Targeting long tail keywords simply means choosing a particular long tail keyword, and then writing content to address the user intent behind it. In other words, you’re focused on understanding the intent of the user that uses that search term in their search and what problems or challenge they are experiencing. Targeting these keywords in your content will attract engaged visitors who are interested in what you’re selling.
Developing a content marketing strategy around long tail keywords that are used to search for your products and services by your target audience is key to increasing your organic search ranking for your target keywords, and ultimately attracting the right traffic that converts on your site’s goals. If you are still using the wrong keywords to optimize your site, you won’t reach or attract the right target audience.
Increased Conversion Rates
Searchers who use long tail keywords when looking for information tend to have a higher conversion rate than other visitors. Generally, the longer the search query, the less search volume and, thus, less competition. Individually, long tail keywords may not account for a lot of searches, but when taken together, they tend to attract lots of relevant and likely to convert visitors to your website than the more general keywords such as “flowers“, “roses“, “mens shoes” and “leather jackets”.
The natural benefit of targeting specific keywords consisting of three words or more is that when you start to rank and get traffic for the longer keyword phrases such as “where is the best book store near me,” and “which book shop is open right now”, you will naturally begin to rank better for shorter versions of the keyword phrases, such as “book store,” “book shop,” and “buy books.”

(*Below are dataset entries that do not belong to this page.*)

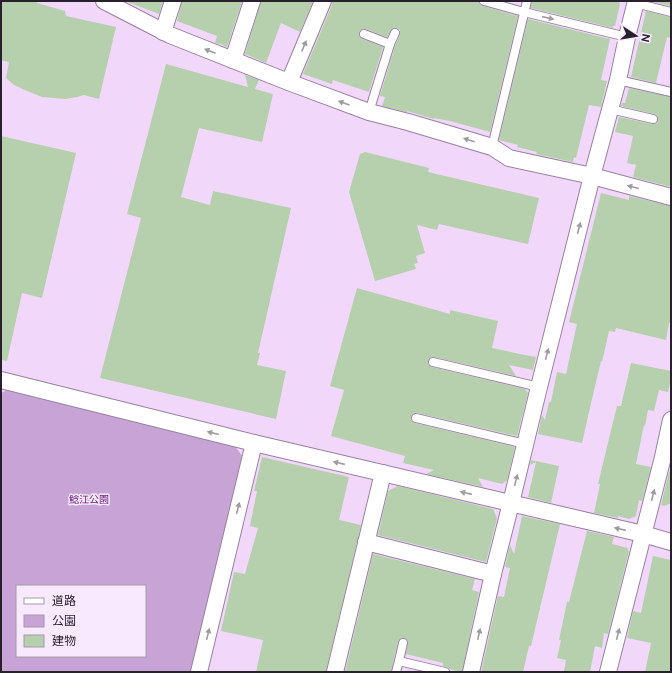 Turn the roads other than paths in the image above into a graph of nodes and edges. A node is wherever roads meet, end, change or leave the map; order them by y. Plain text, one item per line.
1 (104, 1) edge
2 (173, 1) edge
3 (252, 1) edge
4 (323, 1) edge
5 (484, 1) edge
6 (527, 1) edge
7 (635, 2) edge
8 (524, 12) junction
9 (671, 12) edge
10 (162, 32) junction
11 (394, 33) dead end
12 (364, 34) dead end
13 (627, 37) junction
14 (390, 44) junction
15 (232, 60) junction
16 (618, 80) junction
17 (289, 82) junction
18 (671, 92) edge
19 (610, 109) junction
20 (369, 112) junction
21 (653, 119) dead end
22 (492, 147) junction
23 (592, 176) junction
24 (671, 198) edge
25 (433, 362) dead end
26 (1, 380) edge
27 (539, 387) junction
28 (416, 418) dead end
29 (671, 420) edge
30 (254, 443) junction
31 (525, 444) junction
32 (667, 458) edge
33 (383, 473) junction
34 (511, 504) junction
35 (643, 534) junction
36 (366, 542) junction
37 (671, 542) edge
38 (493, 574) junction
39 (403, 643) dead end
40 (399, 661) junction
41 (199, 672) edge
42 (335, 672) edge
43 (396, 672) edge
44 (445, 672) edge
45 (471, 672) edge
46 (608, 672) edge

1 - 10 street
2 - 10 street
3 - 15 street
17 -> 4 street
5 - 8 lane
6 - 8 lane
7 - 9 lane
7 - 13 street
8 -> 13 lane
8 - 22 lane
15 -> 10 street
11 - 14 lane
12 - 14 lane
13 - 16 street
14 - 20 lane
15 - 17 street
16 - 18 lane
16 - 19 street
20 -> 17 street
19 - 21 lane
19 - 23 street
22 -> 20 street
22 - 23 street
24 -> 23 street
27 -> 23 street
25 - 27 lane
30 -> 26 street
27 - 31 street
28 - 31 lane
29 - 32 street
33 -> 30 street
41 -> 30 street
34 -> 31 street
35 -> 32 street
34 -> 33 street
33 - 36 street
35 -> 34 street
34 - 38 street
35 - 37 street
46 -> 35 street
36 - 38 street
36 - 42 street
45 -> 38 street
39 - 40 lane
40 - 43 lane
40 - 44 lane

Google’s latest algorithm, the Hummingbird, has made the development of content that speaks directly to your target audience and directly answers specific questions they might be asking, an absolute priority. In order to rank your content on Google search, rather than finding out the best keywords for your website or web pages, it is much more important to figure out the many different questions your potential customers may ask, and provide subject-relevant, meaningful and detailed answers that specifically and directly answers those questions.

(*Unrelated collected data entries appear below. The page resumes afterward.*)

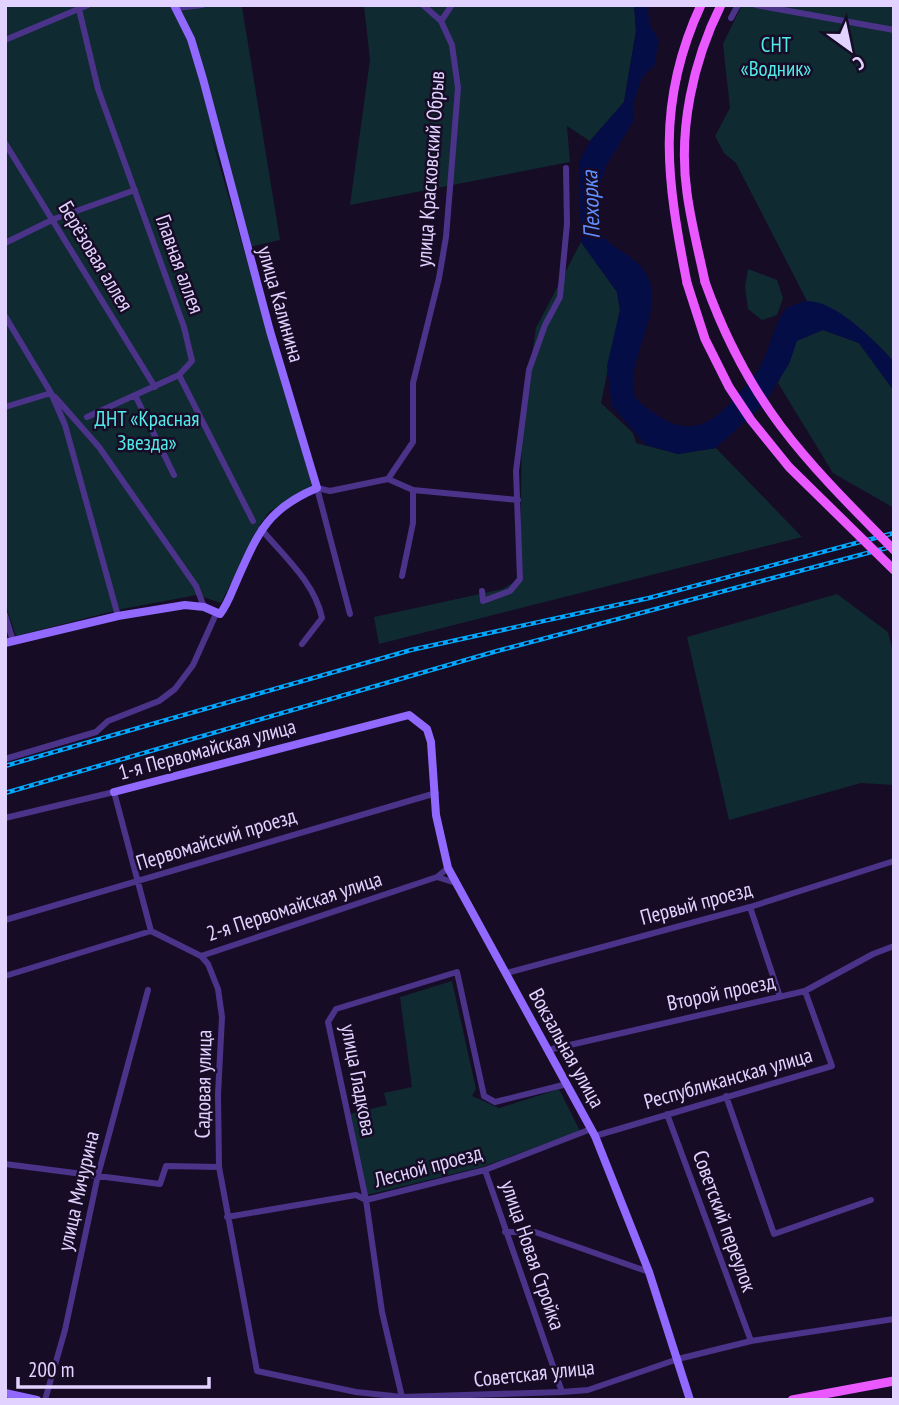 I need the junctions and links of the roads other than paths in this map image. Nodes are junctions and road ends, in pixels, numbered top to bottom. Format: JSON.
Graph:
{"nodes":[{"id":1,"x":88,"y":5,"type":"edge"},
{"id":2,"x":202,"y":5,"type":"edge"},
{"id":3,"x":423,"y":5,"type":"edge"},
{"id":4,"x":452,"y":5,"type":"edge"},
{"id":5,"x":701,"y":5,"type":"edge"},
{"id":6,"x":721,"y":5,"type":"edge"},
{"id":7,"x":738,"y":5,"type":"edge"},
{"id":8,"x":756,"y":5,"type":"edge"},
{"id":9,"x":79,"y":7,"type":"edge"},
{"id":10,"x":175,"y":7,"type":"edge"},
{"id":11,"x":732,"y":18,"type":"dead end"},
{"id":12,"x":441,"y":21,"type":"junction"},
{"id":13,"x":894,"y":30,"type":"edge"},
{"id":14,"x":5,"y":40,"type":"edge"},
{"id":15,"x":5,"y":143,"type":"edge"},
{"id":16,"x":566,"y":169,"type":"dead end"},
{"id":17,"x":135,"y":191,"type":"junction"},
{"id":18,"x":54,"y":219,"type":"junction"},
{"id":19,"x":5,"y":243,"type":"edge"},
{"id":20,"x":5,"y":317,"type":"edge"},
{"id":21,"x":179,"y":375,"type":"junction"},
{"id":22,"x":155,"y":387,"type":"junction"},
{"id":23,"x":51,"y":393,"type":"junction"},
{"id":24,"x":135,"y":395,"type":"junction"},
{"id":25,"x":5,"y":407,"type":"edge"},
{"id":26,"x":87,"y":417,"type":"dead end"},
{"id":27,"x":174,"y":475,"type":"dead end"},
{"id":28,"x":388,"y":479,"type":"junction"},
{"id":29,"x":317,"y":488,"type":"junction"},
{"id":30,"x":413,"y":490,"type":"junction"},
{"id":31,"x":518,"y":500,"type":"junction"},
{"id":32,"x":253,"y":522,"type":"dead end"},
{"id":33,"x":261,"y":528,"type":"junction"},
{"id":34,"x":894,"y":550,"type":"edge"},
{"id":35,"x":894,"y":570,"type":"edge"},
{"id":36,"x":402,"y":576,"type":"dead end"},
{"id":37,"x":482,"y":591,"type":"dead end"},
{"id":38,"x":204,"y":607,"type":"junction"},
{"id":39,"x":216,"y":614,"type":"junction"},
{"id":40,"x":350,"y":614,"type":"dead end"},
{"id":41,"x":5,"y":615,"type":"edge"},
{"id":42,"x":118,"y":616,"type":"junction"},
{"id":43,"x":9,"y":642,"type":"edge"},
{"id":44,"x":302,"y":644,"type":"dead end"},
{"id":45,"x":417,"y":719,"type":"joint"},
{"id":46,"x":5,"y":759,"type":"edge"},
{"id":47,"x":114,"y":792,"type":"junction"},
{"id":48,"x":436,"y":793,"type":"junction"},
{"id":49,"x":5,"y":818,"type":"edge"},
{"id":50,"x":894,"y":861,"type":"edge"},
{"id":51,"x":448,"y":868,"type":"junction"},
{"id":52,"x":437,"y":877,"type":"junction"},
{"id":53,"x":138,"y":880,"type":"junction"},
{"id":54,"x":456,"y":883,"type":"junction"},
{"id":55,"x":750,"y":907,"type":"junction"},
{"id":56,"x":5,"y":920,"type":"edge"},
{"id":57,"x":151,"y":931,"type":"junction"},
{"id":58,"x":894,"y":946,"type":"edge"},
{"id":59,"x":201,"y":956,"type":"junction"},
{"id":60,"x":507,"y":973,"type":"junction"},
{"id":61,"x":5,"y":976,"type":"edge"},
{"id":62,"x":148,"y":990,"type":"dead end"},
{"id":63,"x":805,"y":990,"type":"junction"},
{"id":64,"x":780,"y":997,"type":"junction"},
{"id":65,"x":548,"y":1051,"type":"junction"},
{"id":66,"x":567,"y":1084,"type":"junction"},
{"id":67,"x":726,"y":1096,"type":"junction"},
{"id":68,"x":667,"y":1114,"type":"junction"},
{"id":69,"x":593,"y":1133,"type":"junction"},
{"id":70,"x":5,"y":1164,"type":"edge"},
{"id":71,"x":219,"y":1167,"type":"junction"},
{"id":72,"x":485,"y":1170,"type":"junction"},
{"id":73,"x":98,"y":1175,"type":"junction"},
{"id":74,"x":366,"y":1200,"type":"junction"},
{"id":75,"x":871,"y":1200,"type":"dead end"},
{"id":76,"x":228,"y":1217,"type":"junction"},
{"id":77,"x":505,"y":1232,"type":"junction"},
{"id":78,"x":649,"y":1272,"type":"junction"},
{"id":79,"x":894,"y":1318,"type":"edge"},
{"id":80,"x":751,"y":1341,"type":"junction"},
{"id":81,"x":679,"y":1359,"type":"junction"},
{"id":82,"x":257,"y":1371,"type":"joint"},
{"id":83,"x":894,"y":1381,"type":"edge"},
{"id":84,"x":562,"y":1392,"type":"junction"},
{"id":85,"x":5,"y":1393,"type":"edge"},
{"id":86,"x":357,"y":1396,"type":"edge"},
{"id":87,"x":402,"y":1397,"type":"junction"},
{"id":88,"x":810,"y":1398,"type":"edge"},
{"id":89,"x":37,"y":1400,"type":"edge"},
{"id":90,"x":45,"y":1400,"type":"edge"},
{"id":91,"x":690,"y":1400,"type":"edge"},
{"id":92,"x":792,"y":1400,"type":"edge"}],
"edges":[{"from":1,"to":9,"type":"street"},
{"from":2,"to":10,"type":"street"},
{"from":3,"to":12,"type":"street","name":"улица Красковский Обрыв"},
{"from":4,"to":12,"type":"street"},
{"from":5,"to":35,"type":"main road","bridge":true},
{"from":6,"to":34,"type":"main road","bridge":true},
{"from":7,"to":11,"type":"street"},
{"from":8,"to":13,"type":"street"},
{"from":9,"to":14,"type":"street"},
{"from":9,"to":17,"type":"street","name":"Главная аллея"},
{"from":10,"to":29,"type":"street","name":"улица Калинина"},
{"from":12,"to":28,"type":"street","name":"улица Красковский Обрыв"},
{"from":15,"to":18,"type":"street","name":"Берёзовая аллея"},
{"from":16,"to":31,"type":"street"},
{"from":17,"to":18,"type":"street"},
{"from":17,"to":21,"type":"street","name":"Главная аллея"},
{"from":18,"to":19,"type":"street"},
{"from":18,"to":22,"type":"street","name":"Берёзовая аллея"},
{"from":20,"to":23,"type":"street"},
{"from":21,"to":22,"type":"street"},
{"from":21,"to":32,"type":"street"},
{"from":22,"to":24,"type":"street"},
{"from":23,"to":25,"type":"street"},
{"from":23,"to":38,"type":"street"},
{"from":23,"to":42,"type":"street"},
{"from":24,"to":26,"type":"street"},
{"from":24,"to":27,"type":"street"},
{"from":28,"to":29,"type":"street"},
{"from":28,"to":30,"type":"street"},
{"from":29,"to":33,"type":"street"},
{"from":29,"to":40,"type":"street","name":"улица Калинина"},
{"from":30,"to":31,"type":"street"},
{"from":30,"to":36,"type":"street"},
{"from":31,"to":37,"type":"street"},
{"from":33,"to":39,"type":"street"},
{"from":33,"to":44,"type":"street"},
{"from":38,"to":39,"type":"street"},
{"from":38,"to":42,"type":"street"},
{"from":39,"to":46,"type":"street"},
{"from":41,"to":43,"type":"street"},
{"from":42,"to":43,"type":"street"},
{"from":45,"to":47,"type":"street","name":"1-я Первомайская улица"},
{"from":45,"to":48,"type":"street","name":"Вокзальная улица"},
{"from":47,"to":49,"type":"street","name":"1-я Первомайская улица"},
{"from":47,"to":53,"type":"street"},
{"from":48,"to":51,"type":"street","name":"Вокзальная улица"},
{"from":48,"to":53,"type":"street","name":"Первомайский проезд"},
{"from":50,"to":55,"type":"street","name":"Первый проезд"},
{"from":51,"to":52,"type":"street","name":"2-я Первомайская улица"},
{"from":51,"to":54,"type":"street","name":"Вокзальная улица"},
{"from":52,"to":54,"type":"street"},
{"from":52,"to":59,"type":"street","name":"2-я Первомайская улица"},
{"from":53,"to":56,"type":"street","name":"Первомайский проезд"},
{"from":53,"to":57,"type":"street"},
{"from":54,"to":60,"type":"street","name":"Вокзальная улица"},
{"from":55,"to":60,"type":"street","name":"Первый проезд"},
{"from":55,"to":64,"type":"street"},
{"from":57,"to":59,"type":"street","name":"2-я Первомайская улица"},
{"from":57,"to":61,"type":"street"},
{"from":58,"to":63,"type":"street","name":"Второй проезд"},
{"from":59,"to":71,"type":"street","name":"Садовая улица"},
{"from":60,"to":65,"type":"street","name":"Вокзальная улица"},
{"from":62,"to":73,"type":"street","name":"улица Мичурина"},
{"from":63,"to":64,"type":"street","name":"Второй проезд"},
{"from":63,"to":67,"type":"street","name":"Республиканская улица"},
{"from":64,"to":65,"type":"street","name":"Второй проезд"},
{"from":65,"to":66,"type":"street","name":"Вокзальная улица"},
{"from":66,"to":69,"type":"street","name":"Вокзальная улица"},
{"from":66,"to":74,"type":"street","name":"улица Гладкова"},
{"from":67,"to":68,"type":"street","name":"Республиканская улица"},
{"from":67,"to":75,"type":"street"},
{"from":68,"to":69,"type":"street","name":"Республиканская улица"},
{"from":68,"to":80,"type":"street","name":"Советский переулок"},
{"from":69,"to":72,"type":"street","name":"Лесной проезд"},
{"from":69,"to":78,"type":"street","name":"Вокзальная улица"},
{"from":70,"to":73,"type":"street"},
{"from":71,"to":73,"type":"street"},
{"from":71,"to":76,"type":"street","name":"Садовая улица"},
{"from":72,"to":74,"type":"street","name":"Лесной проезд"},
{"from":72,"to":77,"type":"street","name":"улица Новая Стройка"},
{"from":73,"to":90,"type":"street","name":"улица Мичурина"},
{"from":74,"to":76,"type":"street","name":"Лесной проезд"},
{"from":74,"to":87,"type":"street"},
{"from":76,"to":82,"type":"street","name":"Садовая улица"},
{"from":77,"to":78,"type":"street"},
{"from":77,"to":84,"type":"street","name":"улица Новая Стройка"},
{"from":78,"to":81,"type":"street","name":"Вокзальная улица"},
{"from":79,"to":80,"type":"street","name":"Советская улица"},
{"from":80,"to":81,"type":"street","name":"Советская улица"},
{"from":81,"to":84,"type":"street","name":"Советская улица"},
{"from":81,"to":91,"type":"street","name":"Вокзальная улица"},
{"from":82,"to":86,"type":"street","name":"Советская улица"},
{"from":83,"to":88,"type":"main road"},
{"from":84,"to":87,"type":"street","name":"Советская улица"},
{"from":85,"to":89,"type":"street"},
{"from":86,"to":87,"type":"street","name":"Советская улица"},
{"from":88,"to":92,"type":"main road"}]}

It is now extremely important to anticipate the many different questions your customers and potential customers may have, and deliver insightful, meaningful solutions to those customer questions across social platforms including your blog, Google+ and other relevant communities. If you are highly focused on addressing the specific needs of your audience, your content is more likely to rank according to the Google Hummingbird algorithm.
Essentially, long tail keywords are probably some of the simplest types of keywords to optimize for, mainly because you will not see as much competition for these types of keywords as you will for shorter, more competitive search terms. In addition, because the searcher is using such specific terms rather than more generic keywords, it is very likely that they have completed their research and are now ready to buy.
Lower Advertising Costs
Long tail keywords are even more valuable for users who are running paid search advertising campaigns because the cost-per-click is lower due to less competition. In fact, you can get higher ad placements and much cheaper clicks.